> _PROBLEM REQUIREMENTS_
Look through the data below and work out how many lines contain the string "Félix". Give the number alone.
EXTRACTED ENTRIES Block Start
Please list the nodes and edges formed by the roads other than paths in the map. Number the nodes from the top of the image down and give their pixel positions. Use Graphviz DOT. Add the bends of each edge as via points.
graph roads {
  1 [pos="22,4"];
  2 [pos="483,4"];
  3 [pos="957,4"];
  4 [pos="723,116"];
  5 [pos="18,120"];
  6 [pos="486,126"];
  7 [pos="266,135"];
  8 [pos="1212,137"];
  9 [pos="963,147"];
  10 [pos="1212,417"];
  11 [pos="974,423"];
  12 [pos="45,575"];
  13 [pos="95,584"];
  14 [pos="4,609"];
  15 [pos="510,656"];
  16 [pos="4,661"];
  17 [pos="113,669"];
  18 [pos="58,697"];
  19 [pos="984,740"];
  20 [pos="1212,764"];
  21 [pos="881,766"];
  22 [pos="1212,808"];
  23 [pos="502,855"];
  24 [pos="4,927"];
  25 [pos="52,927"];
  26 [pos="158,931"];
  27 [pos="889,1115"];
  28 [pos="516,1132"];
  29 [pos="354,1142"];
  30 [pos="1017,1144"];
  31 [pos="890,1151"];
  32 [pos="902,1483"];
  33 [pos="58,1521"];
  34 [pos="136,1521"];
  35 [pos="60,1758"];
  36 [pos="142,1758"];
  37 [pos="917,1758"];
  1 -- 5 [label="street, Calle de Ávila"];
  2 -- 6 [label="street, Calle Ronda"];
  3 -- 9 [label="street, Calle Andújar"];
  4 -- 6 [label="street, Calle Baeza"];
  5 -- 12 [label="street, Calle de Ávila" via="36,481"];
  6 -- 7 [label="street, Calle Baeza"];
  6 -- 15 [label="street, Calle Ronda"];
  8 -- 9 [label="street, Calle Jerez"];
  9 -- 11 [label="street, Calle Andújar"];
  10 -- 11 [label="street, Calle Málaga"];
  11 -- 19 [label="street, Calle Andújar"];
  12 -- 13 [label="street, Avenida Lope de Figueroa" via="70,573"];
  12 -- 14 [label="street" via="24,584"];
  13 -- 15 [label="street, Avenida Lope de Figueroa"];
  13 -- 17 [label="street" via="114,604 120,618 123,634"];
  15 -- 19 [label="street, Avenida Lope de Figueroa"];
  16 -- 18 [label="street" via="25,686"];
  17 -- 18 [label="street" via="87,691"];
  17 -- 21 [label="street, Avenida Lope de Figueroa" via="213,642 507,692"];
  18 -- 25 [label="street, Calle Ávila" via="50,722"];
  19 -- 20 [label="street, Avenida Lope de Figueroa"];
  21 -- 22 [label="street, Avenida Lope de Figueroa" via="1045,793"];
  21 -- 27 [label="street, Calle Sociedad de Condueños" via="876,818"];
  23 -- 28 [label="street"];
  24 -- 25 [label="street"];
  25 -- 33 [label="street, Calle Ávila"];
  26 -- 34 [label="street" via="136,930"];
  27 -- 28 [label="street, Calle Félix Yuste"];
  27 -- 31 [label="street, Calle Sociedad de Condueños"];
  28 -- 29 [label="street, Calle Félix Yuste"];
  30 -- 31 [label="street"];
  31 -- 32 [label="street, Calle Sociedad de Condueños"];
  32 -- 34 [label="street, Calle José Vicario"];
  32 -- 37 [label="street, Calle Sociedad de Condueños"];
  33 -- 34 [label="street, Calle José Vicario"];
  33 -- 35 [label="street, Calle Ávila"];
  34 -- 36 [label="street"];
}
EXTRACTED ENTRIES Block End
> _OUTPUT_
2